Game Design, Programming and running a one-man games business…

Mip-Map hell with Production Line

In a recent conversation with fellow indies about how I can make production line look better, someone effectively said ‘why are you not using mip maps’, and at first I laughed because, LOL, I use mip maps, and then I remembered that the geniuses at Microsoft decided that D3DXSaveSurfaceToFile should not generate mipmaps so actually…the game didn’t use them for many of its props (the stuff in texture atlases, basically).

So obviously I immediately thought what a dork, generated mip maps and…

it kinda looked way worse. Or did I? I have stared at the pixels so much now I am starting to see things. Here is the game as it currently looks (mip maps enabled in engine, but most of the car graphics and prop graphics not generated with any). (click to enlarge)

And here is it with mip maps enabled. (click to enlarge)

From a distance does it look any BETTER to you? I’m not sure I can really tell much of a difference until I zoom in. Here is evidence of how blocky the current one looks when zoomed in…

versus the mip-mapped one.

Which obviously looks better, but its not *that* simple, because the mip-mapping also creates some artifacts. here is a montage of the current, and lots of mip-mapped styles, with different settings from mip map creation filters, sharpening and softening etc. I just can get those door lines to vanish…

Which possibly means that I need to adjust how those cars are being drawn, or means I have not yet found the perfect set of render options for generating dds mip maps. There is also the possibility that the way I render out my car-component atlases (with a black background) is bleeding onto the mip maps at lower levels, and that this is where the problem is.

Of course all of this is absolutely *a matter of opinion* and thus really annoying, as I am a data-driven guy and like hard facts,. so stuff like this is where I fall down a bit. I don’t like pixellated graphics ( I despise the look of minecraft) but on the other hand I also REALLY hate over-blurred images, which make me think my eyesight is failing or I need new glasses. Its also very tempting to give in to the mistake of zooming in to a static image and declaring the best one to be the one where a zoomed in screenshot looks best, which is WRONG because obviously when zoomed right in, the mip maps are irrelevant anyway. here is the current (non mip mapped) car zoomed in.

Which leaves me in a bit of a quandary. Is it even worth continuing to fuss over this stuff…does anybody really notice/care? Or should that time be better spent on adding new features to the game?


7 thoughts on Mip-Map hell with Production Line

  1. Hi, with the mip maps it does look slightly better but in my opinion the difference is to small to justify spending a lot of time into implementing it into the game. I think it would be better to work on something more noticable by most players (new features, DLC, etc).

    Best regards,

    Brecht

  2. I noticed :)

    But I only noticed because I was looking closely at screenshots and searching for ways to improve them. I’ve seen screenshots of this game for years and all I thought was “it’s a bit noisy”. This is one of the reasons why.

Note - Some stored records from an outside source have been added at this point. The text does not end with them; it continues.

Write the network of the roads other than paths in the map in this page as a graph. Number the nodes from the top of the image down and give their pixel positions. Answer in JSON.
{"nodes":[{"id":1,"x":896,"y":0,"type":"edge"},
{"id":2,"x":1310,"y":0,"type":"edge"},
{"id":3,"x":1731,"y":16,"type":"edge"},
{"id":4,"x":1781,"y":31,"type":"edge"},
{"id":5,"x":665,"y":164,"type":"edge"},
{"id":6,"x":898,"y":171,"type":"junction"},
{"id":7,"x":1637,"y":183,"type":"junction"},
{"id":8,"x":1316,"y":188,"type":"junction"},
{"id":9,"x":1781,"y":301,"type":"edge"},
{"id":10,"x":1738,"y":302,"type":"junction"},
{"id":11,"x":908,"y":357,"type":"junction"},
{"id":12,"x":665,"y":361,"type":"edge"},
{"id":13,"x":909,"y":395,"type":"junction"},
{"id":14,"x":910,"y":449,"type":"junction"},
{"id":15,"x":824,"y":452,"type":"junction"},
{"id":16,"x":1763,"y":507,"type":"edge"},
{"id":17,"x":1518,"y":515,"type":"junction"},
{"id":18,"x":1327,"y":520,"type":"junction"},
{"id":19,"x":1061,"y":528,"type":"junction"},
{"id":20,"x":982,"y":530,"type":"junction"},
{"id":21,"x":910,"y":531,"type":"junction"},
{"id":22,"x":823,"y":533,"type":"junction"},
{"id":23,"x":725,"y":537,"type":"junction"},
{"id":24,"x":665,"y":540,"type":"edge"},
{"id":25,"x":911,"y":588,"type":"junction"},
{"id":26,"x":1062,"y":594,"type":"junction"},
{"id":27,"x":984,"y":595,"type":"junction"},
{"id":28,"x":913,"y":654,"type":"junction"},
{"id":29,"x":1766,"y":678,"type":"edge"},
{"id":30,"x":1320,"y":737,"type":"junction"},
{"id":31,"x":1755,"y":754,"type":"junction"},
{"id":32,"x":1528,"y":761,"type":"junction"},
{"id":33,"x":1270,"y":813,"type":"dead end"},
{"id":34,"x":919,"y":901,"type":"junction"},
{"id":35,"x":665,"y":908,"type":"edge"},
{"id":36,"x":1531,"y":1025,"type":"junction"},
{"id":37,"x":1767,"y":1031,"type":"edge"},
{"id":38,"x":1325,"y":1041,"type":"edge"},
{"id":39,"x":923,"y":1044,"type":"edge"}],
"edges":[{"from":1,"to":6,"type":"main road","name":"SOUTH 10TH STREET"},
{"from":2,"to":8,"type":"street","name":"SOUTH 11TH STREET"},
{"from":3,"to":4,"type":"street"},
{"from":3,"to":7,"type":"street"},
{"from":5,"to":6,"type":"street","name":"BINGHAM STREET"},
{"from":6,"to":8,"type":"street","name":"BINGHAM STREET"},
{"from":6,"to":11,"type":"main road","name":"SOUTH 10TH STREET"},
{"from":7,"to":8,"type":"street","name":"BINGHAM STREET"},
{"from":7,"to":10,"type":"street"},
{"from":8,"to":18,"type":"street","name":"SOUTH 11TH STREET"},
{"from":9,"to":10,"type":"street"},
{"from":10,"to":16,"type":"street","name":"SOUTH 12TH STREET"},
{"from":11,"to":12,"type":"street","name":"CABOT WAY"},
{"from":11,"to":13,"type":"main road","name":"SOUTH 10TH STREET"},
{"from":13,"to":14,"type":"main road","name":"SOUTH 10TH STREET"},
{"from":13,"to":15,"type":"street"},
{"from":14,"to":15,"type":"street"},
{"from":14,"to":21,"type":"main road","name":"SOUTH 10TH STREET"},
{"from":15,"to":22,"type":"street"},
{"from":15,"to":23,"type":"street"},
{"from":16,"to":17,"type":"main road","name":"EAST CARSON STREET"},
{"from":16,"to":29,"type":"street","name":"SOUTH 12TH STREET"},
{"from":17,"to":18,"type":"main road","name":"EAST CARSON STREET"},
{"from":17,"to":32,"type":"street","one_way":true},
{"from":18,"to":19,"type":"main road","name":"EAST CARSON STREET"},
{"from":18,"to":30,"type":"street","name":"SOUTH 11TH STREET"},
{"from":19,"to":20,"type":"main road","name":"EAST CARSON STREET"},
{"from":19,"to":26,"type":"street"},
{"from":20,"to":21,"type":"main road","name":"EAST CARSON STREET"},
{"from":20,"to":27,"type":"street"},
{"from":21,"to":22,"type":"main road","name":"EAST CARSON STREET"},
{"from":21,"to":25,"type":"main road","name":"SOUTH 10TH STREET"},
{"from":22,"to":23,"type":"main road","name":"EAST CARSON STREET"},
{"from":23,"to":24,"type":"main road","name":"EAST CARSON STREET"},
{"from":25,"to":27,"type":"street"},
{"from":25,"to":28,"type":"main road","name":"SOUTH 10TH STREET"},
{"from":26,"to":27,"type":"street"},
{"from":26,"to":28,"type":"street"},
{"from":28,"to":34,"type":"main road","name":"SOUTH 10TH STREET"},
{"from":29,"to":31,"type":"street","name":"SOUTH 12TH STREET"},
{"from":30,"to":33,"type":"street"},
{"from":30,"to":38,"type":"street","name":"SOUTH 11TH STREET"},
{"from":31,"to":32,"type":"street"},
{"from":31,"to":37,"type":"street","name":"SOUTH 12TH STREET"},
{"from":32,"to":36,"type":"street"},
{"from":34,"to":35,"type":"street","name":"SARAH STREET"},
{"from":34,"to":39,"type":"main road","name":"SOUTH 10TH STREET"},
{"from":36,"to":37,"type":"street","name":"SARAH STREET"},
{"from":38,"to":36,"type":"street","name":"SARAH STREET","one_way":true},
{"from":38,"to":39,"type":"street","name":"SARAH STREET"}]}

  3. The mip-mapped one looks better, but too blurry on the factory equipment, and shelves/boxes, etc.

    Is there a mip-map-bias setting in your implementation anywhere? It’s supposed to affect the sampling. In Unity, you can adjust that value into the negatives to do a fake sharpen at runtime.

    1. Also, the black background bleeding in makes perfect sense to me. It shouldn’t be too hard to test that.

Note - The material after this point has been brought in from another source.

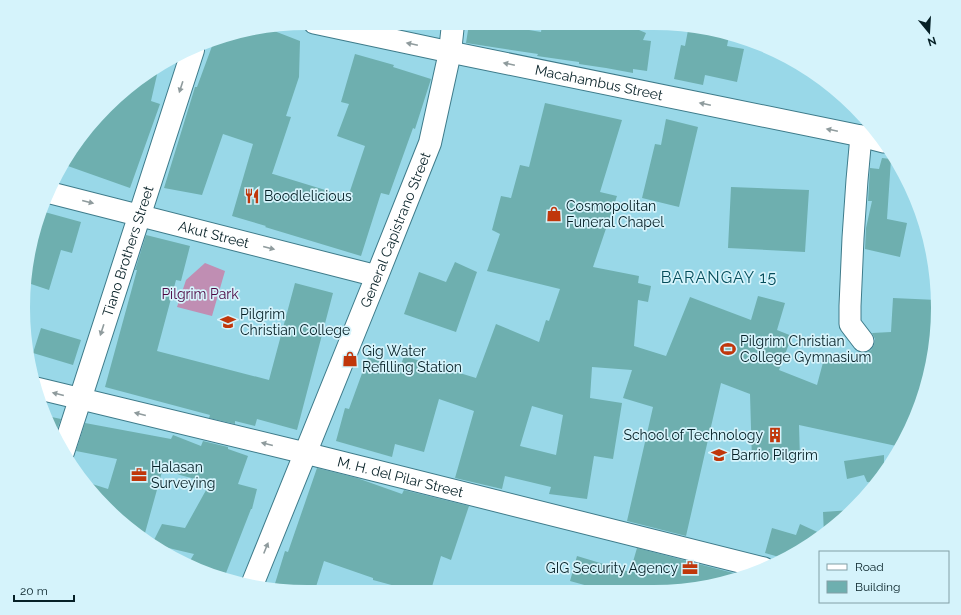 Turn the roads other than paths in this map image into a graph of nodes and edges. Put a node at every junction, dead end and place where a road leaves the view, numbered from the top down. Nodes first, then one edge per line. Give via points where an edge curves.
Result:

    2. Thats not just a unity thing, its in directx too. I could definitely fiddle with the mip-map bias. I think I just need further experimentation with the mip map generation options. I personally like a mixture of the non-mip map and mip-mapped look, but without the hard black borders.

  4. The black halo is a common issue with mip-mapped sprites. It is the colour of pixels with zero alpha bleeding into image by bilinear filtering. It is a bit counterintuitive, but the colour is not multiplied by zero in this case. One possible workaround is to fill the transparent background by bleeding the image border colours into zero alpha areas. But some image compression formats discard it and revert to black. A better solution is to use premultiplied alpha.

    There is a good description with math here
    http://eelpi.gotdns.org/blog.wiki.html but the navigation is bonkers – you have to cling ‘premultiplied alpha’ in the list on the right.

    There is another issue with mips and atlases – when zooming out really far, unrelated nearby sprites start to bleed into each other. After all, the smallest mip has the whole atlas as 1×1 texture. I don’t know a good solution to this. The workaround is to omit the smallest mips and place the sprites in such a way so they won’t get into the same pixel on the smallest mip used.

  5. I guess I misunderstood mip-maps. I don’t do a lot of graphics but I thought I read that for mip-maps you create an excellent texture experience for up close and then when zoomed out you provide lesser textures so less processing power is required.